__Aim of the task__
Your task is to copy every line of the entries that holds the word "Barrington".

__Exercise data__
..............................
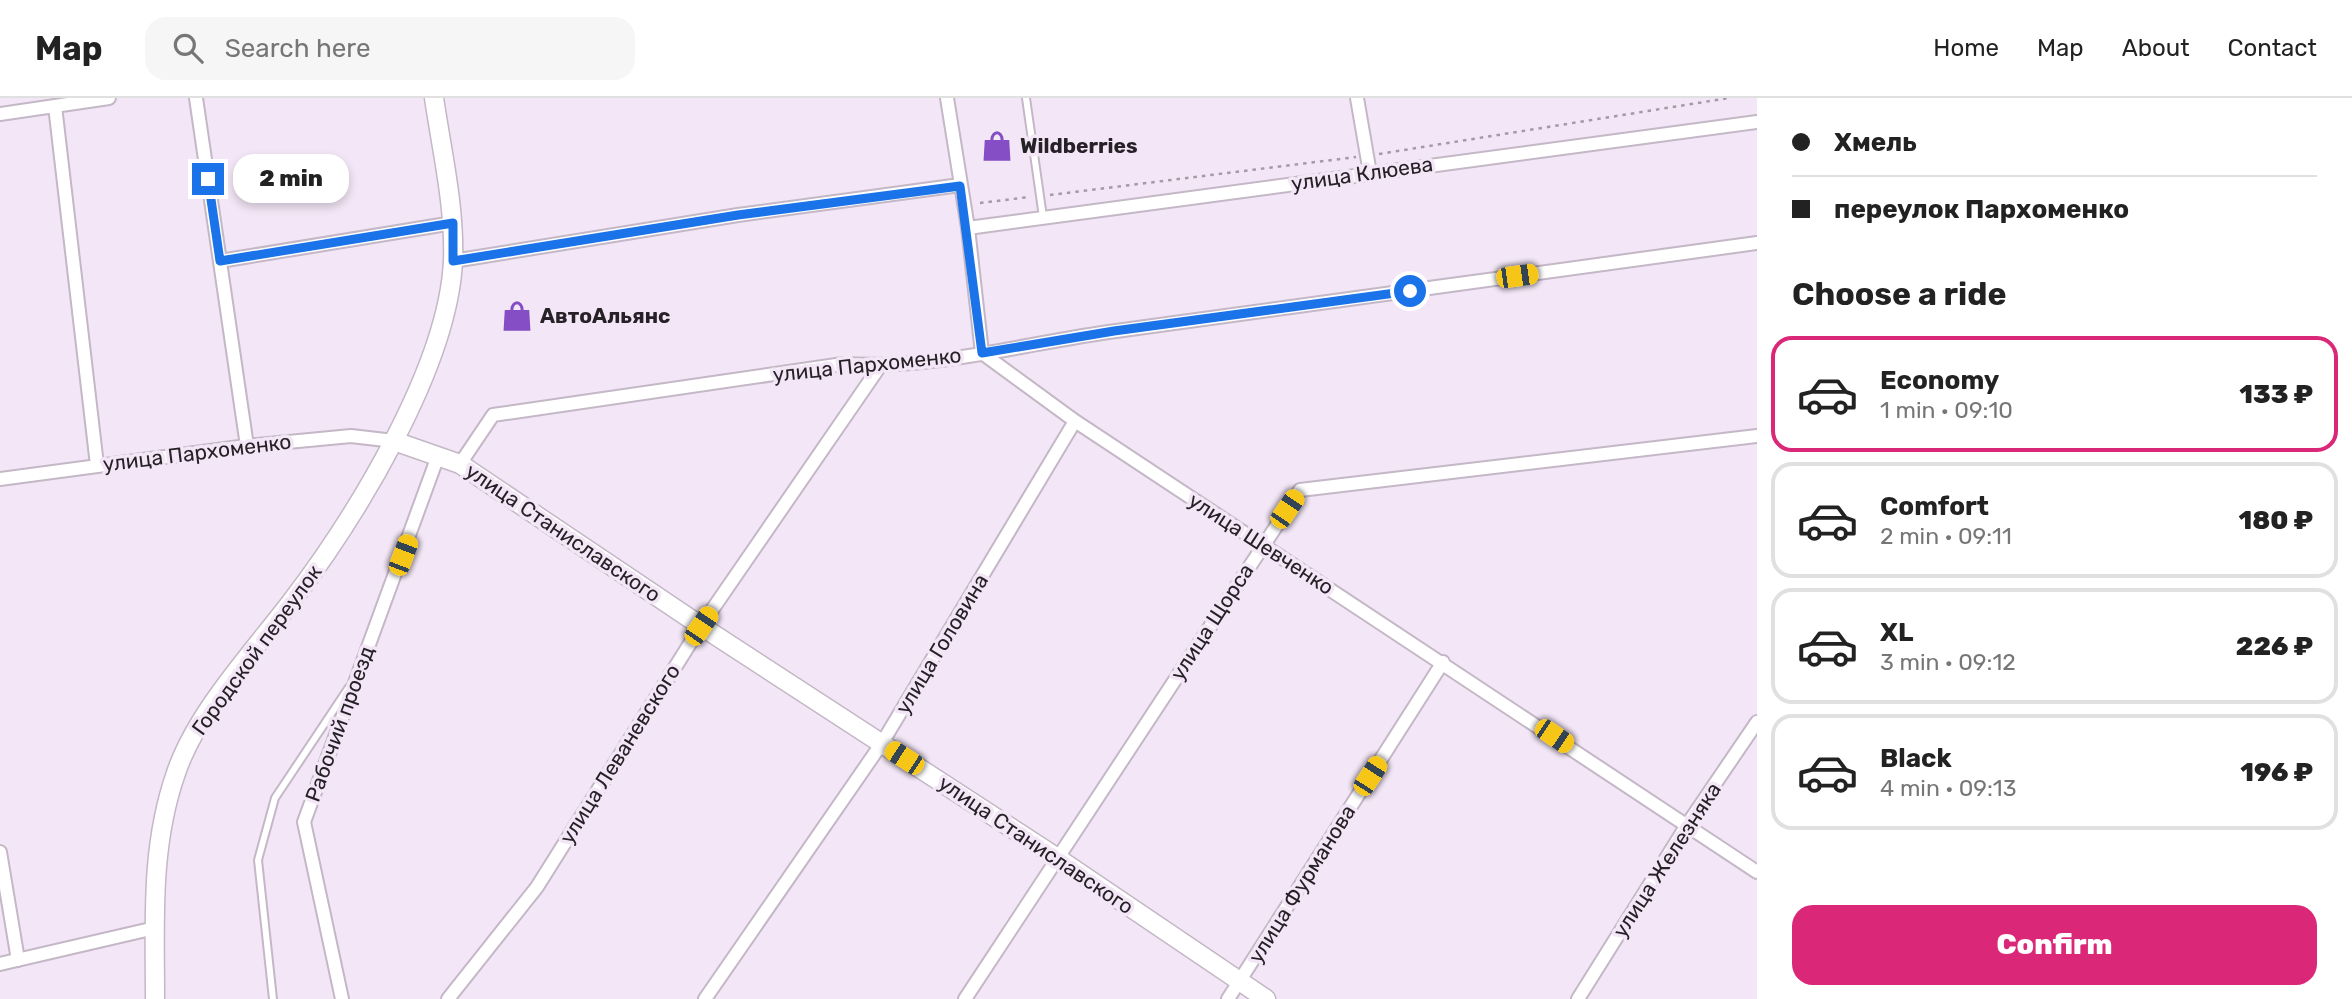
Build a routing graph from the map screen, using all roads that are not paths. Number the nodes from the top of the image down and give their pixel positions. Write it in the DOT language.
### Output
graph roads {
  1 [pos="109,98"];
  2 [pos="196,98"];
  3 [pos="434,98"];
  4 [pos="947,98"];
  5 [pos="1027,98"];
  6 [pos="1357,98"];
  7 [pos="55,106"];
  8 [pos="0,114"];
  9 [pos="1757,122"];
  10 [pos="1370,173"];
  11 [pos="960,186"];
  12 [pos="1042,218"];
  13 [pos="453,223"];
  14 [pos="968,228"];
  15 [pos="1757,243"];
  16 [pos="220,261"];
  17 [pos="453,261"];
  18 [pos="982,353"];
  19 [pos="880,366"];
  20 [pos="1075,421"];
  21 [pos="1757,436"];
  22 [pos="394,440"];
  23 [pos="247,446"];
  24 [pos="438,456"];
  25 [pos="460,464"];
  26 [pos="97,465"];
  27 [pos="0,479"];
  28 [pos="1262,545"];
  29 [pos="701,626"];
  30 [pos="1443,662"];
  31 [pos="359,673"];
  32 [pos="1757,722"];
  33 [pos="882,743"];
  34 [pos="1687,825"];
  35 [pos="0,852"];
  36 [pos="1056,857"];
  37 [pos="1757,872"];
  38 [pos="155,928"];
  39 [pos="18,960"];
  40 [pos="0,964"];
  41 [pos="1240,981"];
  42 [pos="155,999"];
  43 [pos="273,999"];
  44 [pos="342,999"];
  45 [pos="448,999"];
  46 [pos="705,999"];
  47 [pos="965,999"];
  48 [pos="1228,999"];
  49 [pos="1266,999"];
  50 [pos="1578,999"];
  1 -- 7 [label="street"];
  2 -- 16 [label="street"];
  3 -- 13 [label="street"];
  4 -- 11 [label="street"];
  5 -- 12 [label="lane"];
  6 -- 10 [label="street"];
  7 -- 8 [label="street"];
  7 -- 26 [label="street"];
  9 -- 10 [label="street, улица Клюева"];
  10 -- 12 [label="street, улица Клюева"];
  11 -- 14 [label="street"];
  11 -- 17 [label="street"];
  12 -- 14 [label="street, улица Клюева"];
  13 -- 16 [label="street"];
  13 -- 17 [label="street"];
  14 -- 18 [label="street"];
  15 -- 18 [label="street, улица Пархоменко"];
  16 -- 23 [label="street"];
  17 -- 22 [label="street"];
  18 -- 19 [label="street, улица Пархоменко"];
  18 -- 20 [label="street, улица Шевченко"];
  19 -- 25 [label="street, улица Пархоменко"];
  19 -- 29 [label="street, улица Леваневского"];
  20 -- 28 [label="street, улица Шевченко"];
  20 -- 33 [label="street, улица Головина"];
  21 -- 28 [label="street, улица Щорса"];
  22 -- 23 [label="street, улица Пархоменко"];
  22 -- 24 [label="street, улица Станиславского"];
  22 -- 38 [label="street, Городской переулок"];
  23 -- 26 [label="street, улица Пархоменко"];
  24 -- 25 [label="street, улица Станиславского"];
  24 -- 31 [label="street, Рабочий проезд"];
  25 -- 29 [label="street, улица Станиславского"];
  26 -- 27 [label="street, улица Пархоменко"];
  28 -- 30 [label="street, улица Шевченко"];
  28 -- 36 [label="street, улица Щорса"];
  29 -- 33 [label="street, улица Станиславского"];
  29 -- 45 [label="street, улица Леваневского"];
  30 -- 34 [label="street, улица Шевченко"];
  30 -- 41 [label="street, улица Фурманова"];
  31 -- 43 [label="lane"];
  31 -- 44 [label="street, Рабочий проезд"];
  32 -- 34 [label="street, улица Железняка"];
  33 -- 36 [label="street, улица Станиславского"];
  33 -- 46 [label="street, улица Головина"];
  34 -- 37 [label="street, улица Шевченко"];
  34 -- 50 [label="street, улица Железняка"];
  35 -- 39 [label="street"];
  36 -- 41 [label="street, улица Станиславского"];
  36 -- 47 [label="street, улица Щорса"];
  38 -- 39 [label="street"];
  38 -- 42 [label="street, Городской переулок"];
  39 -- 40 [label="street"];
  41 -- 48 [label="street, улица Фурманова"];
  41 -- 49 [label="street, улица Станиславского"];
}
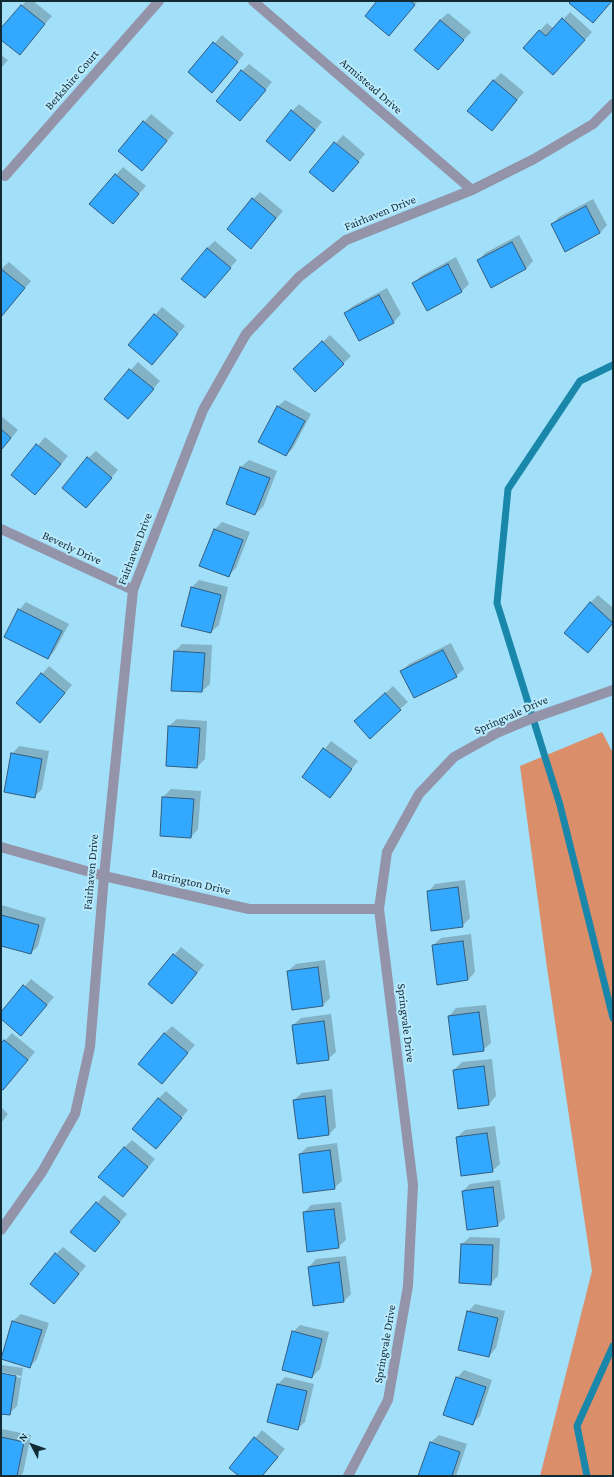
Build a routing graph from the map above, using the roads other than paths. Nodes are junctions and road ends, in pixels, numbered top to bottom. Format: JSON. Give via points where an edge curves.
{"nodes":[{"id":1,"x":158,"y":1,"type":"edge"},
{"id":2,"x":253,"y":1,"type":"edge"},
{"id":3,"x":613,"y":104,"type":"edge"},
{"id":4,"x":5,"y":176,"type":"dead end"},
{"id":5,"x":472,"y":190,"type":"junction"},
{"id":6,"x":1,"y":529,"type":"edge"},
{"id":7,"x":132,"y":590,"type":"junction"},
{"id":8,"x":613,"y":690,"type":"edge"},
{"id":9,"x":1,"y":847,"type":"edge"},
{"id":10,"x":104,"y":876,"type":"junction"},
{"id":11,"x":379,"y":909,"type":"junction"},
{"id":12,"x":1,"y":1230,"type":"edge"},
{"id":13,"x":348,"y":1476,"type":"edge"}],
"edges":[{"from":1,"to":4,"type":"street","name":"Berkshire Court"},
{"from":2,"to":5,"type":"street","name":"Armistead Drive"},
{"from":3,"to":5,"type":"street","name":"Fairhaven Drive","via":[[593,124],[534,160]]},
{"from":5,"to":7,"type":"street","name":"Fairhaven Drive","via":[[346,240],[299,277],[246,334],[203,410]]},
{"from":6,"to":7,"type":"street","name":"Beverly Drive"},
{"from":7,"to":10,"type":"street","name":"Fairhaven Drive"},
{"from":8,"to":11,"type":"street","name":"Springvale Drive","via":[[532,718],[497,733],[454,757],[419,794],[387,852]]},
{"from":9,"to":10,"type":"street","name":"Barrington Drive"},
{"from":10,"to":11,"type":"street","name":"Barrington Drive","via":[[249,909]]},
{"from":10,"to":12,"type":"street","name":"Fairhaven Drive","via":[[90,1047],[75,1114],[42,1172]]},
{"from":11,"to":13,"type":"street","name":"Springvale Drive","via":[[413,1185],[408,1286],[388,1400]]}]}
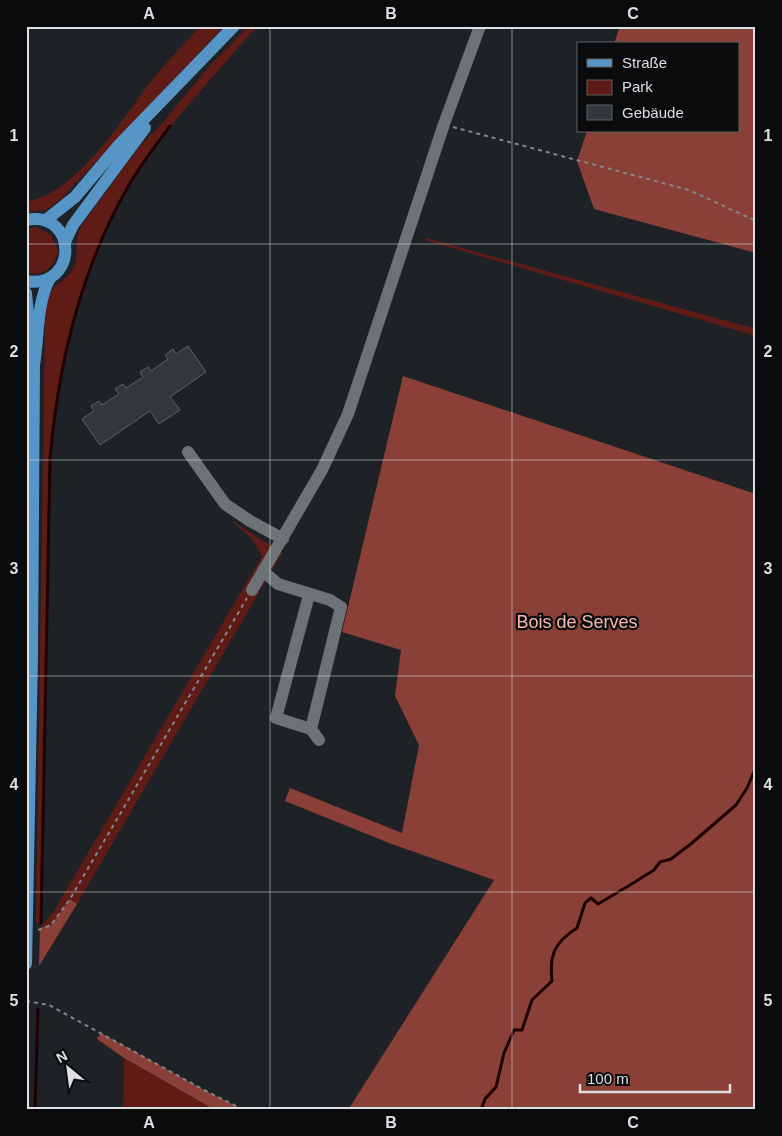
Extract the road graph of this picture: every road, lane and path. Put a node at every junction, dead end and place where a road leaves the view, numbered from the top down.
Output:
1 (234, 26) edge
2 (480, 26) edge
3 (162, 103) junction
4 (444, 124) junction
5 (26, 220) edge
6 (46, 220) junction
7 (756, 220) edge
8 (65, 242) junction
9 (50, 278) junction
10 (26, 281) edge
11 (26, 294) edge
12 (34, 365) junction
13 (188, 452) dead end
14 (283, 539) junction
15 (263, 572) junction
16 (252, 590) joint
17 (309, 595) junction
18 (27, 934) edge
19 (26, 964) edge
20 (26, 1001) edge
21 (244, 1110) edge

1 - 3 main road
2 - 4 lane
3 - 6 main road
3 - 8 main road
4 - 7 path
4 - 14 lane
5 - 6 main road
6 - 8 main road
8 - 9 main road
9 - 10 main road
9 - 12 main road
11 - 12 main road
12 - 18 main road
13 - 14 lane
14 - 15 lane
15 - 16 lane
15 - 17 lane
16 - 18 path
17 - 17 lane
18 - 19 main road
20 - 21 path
..............................
__Solution to the exercise__
{"from":9,"to":10,"type":"street","name":"Barrington Drive"},
{"from":10,"to":11,"type":"street","name":"Barrington Drive","via":[[249,909]]},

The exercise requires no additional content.